Last week, we discussed the lower trend-line of our rally up from March 14 on the S&P 500. This trend-line was tested by the lows of May 1, before the index resumed its upward trend. The chart below depicts the channel formed by the upper and lower trend-lines as the formation continues to unfold. The upper trend-line of this channel was at 1516.20 on Monday.
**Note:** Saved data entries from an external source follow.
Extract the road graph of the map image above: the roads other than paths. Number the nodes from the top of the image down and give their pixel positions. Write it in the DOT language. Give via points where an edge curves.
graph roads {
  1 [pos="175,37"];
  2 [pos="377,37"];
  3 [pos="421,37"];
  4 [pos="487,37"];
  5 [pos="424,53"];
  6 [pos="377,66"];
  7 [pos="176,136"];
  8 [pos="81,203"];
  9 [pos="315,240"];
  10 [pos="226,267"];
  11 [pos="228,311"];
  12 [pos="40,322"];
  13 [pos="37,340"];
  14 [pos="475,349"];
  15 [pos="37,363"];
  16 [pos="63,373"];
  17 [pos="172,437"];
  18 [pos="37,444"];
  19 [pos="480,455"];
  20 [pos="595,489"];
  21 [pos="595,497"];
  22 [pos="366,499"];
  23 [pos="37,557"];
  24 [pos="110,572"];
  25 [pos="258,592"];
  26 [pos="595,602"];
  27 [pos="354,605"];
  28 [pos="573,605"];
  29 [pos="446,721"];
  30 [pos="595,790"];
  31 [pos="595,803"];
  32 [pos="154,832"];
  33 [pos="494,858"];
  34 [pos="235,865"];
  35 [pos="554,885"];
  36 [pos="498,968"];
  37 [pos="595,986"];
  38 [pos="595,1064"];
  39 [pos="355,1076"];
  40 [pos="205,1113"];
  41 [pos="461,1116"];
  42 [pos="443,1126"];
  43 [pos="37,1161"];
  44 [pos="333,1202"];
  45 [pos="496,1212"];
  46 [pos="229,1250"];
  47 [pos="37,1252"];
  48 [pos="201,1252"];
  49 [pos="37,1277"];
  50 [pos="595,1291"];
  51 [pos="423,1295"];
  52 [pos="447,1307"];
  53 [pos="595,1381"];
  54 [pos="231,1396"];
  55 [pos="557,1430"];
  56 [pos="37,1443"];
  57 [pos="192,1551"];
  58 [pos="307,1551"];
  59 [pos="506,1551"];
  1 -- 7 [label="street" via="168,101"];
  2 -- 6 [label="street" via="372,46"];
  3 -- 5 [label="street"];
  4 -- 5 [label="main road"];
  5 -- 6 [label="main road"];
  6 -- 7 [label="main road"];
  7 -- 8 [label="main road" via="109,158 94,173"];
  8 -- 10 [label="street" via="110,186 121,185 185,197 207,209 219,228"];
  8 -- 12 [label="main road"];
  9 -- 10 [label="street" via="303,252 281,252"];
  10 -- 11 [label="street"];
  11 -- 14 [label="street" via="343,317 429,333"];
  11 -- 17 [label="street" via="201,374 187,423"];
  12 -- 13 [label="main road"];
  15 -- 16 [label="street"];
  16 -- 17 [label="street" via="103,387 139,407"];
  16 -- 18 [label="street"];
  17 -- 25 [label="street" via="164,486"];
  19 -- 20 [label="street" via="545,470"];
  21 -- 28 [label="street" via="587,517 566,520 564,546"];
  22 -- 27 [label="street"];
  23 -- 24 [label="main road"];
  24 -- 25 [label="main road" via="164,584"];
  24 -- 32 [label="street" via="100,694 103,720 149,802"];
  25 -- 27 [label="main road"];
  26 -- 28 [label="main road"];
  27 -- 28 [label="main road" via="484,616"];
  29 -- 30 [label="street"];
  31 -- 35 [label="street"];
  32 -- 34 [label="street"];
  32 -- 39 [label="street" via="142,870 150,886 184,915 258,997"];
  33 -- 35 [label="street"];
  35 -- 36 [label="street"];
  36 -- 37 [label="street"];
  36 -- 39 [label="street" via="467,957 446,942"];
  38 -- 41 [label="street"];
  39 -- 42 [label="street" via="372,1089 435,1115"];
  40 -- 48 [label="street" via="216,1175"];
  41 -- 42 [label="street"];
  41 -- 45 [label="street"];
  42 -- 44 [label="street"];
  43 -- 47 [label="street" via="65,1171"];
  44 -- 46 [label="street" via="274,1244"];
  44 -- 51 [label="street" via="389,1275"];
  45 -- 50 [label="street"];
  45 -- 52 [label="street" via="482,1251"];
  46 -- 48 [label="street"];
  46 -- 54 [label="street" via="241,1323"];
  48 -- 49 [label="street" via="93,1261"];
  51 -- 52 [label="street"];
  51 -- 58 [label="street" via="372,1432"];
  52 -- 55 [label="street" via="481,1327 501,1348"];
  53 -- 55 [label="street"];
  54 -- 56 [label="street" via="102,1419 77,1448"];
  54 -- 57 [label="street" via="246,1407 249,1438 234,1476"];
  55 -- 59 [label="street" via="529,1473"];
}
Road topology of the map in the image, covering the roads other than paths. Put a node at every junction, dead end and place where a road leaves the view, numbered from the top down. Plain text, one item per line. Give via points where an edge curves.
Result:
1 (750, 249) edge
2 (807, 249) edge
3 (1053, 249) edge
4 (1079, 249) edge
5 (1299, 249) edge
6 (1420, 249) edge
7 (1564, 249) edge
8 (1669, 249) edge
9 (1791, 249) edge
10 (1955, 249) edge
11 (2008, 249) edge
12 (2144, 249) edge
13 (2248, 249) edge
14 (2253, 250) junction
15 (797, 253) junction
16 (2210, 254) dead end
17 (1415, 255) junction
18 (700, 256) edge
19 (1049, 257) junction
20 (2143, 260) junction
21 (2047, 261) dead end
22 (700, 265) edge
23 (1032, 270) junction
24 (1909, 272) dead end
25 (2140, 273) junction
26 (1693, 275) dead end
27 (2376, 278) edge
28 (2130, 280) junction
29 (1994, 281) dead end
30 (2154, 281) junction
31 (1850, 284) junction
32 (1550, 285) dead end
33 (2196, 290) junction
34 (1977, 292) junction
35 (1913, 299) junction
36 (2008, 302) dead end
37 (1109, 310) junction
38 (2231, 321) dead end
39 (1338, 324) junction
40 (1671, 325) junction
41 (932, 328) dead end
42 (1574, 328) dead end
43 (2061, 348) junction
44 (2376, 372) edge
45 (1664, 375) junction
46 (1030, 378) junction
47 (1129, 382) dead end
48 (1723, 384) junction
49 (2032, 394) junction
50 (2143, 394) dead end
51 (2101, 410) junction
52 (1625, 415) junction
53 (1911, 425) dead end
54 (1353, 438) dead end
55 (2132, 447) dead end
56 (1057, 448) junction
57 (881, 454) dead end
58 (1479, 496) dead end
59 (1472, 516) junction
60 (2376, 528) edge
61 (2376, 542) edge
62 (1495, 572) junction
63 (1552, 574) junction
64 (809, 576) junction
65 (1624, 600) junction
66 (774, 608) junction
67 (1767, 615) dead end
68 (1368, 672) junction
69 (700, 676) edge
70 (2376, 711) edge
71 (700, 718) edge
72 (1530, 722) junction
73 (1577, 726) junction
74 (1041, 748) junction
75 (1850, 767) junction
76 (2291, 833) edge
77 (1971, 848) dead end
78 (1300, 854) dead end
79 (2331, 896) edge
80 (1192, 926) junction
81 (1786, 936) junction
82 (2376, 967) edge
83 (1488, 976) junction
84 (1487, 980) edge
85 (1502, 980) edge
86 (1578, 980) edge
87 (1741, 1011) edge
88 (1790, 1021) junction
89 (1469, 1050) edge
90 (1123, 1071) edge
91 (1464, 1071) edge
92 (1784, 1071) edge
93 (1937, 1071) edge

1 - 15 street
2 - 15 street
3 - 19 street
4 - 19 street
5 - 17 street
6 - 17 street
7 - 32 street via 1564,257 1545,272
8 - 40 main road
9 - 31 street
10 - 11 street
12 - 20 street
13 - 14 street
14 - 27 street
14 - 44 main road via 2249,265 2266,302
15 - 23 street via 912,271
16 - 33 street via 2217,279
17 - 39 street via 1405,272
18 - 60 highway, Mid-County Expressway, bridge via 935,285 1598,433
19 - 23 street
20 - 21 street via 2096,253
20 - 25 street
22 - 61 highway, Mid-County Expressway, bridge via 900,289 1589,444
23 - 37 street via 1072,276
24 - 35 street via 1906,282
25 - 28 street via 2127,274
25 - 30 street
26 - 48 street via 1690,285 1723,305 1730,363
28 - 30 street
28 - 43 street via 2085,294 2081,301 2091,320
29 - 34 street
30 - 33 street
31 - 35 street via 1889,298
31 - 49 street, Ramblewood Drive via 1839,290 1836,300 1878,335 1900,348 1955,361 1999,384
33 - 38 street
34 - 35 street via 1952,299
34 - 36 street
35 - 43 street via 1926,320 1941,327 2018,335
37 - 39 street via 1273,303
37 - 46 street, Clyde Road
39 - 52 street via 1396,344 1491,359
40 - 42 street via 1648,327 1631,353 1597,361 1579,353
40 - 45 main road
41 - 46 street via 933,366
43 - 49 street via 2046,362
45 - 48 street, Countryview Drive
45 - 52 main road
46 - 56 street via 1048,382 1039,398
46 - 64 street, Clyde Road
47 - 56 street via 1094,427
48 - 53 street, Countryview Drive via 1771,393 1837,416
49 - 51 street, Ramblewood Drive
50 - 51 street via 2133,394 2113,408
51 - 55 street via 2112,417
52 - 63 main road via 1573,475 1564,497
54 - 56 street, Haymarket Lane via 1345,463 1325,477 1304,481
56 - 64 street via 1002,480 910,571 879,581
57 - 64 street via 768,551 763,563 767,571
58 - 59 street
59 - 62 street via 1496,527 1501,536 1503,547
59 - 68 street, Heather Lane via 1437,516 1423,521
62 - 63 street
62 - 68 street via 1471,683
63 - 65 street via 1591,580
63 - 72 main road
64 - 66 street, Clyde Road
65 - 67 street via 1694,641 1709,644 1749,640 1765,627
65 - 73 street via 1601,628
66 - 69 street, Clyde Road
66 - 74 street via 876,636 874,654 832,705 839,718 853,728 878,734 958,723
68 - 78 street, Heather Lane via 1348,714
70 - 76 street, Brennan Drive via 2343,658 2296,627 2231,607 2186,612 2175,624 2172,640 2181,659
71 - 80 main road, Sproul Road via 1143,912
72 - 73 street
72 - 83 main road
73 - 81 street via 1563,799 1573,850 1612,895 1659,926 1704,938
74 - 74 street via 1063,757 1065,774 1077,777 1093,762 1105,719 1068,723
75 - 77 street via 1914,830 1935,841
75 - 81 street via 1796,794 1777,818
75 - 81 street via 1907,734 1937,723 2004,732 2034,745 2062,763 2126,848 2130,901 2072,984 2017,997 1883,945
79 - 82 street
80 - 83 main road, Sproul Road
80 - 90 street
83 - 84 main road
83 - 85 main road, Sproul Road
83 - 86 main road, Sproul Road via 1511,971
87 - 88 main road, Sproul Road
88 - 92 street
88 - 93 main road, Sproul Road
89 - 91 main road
It has a slope of roughly 2.45, which will extend increase this potential source of resistance to 1518.65 on Tuesday.


One other potential source of resistance can be found in the rally from July 2006 to February 2007. If we draw a line across the lows of what represented Wave 2 and Wave 4 within that larger price formation, we can see a trend-line that extends up to the highs set last week on the S&P 500. This line extends up to 1517.01 this week.

This gives us a confluence of two important trend-lines for the S&P 500 that happen to cross near an important date from a time cycle perspective. Furthermore, we discussed the importance of the 1515 area from the perspective of proportionality and Fibonacci price projections in my post on April 29. We could even bring in some longer term price projections that suggest resistance around 1522. It will be important to watch how the S&P 500 behaves as it enters what must be viewed as an important area in terms of price, pattern, and time.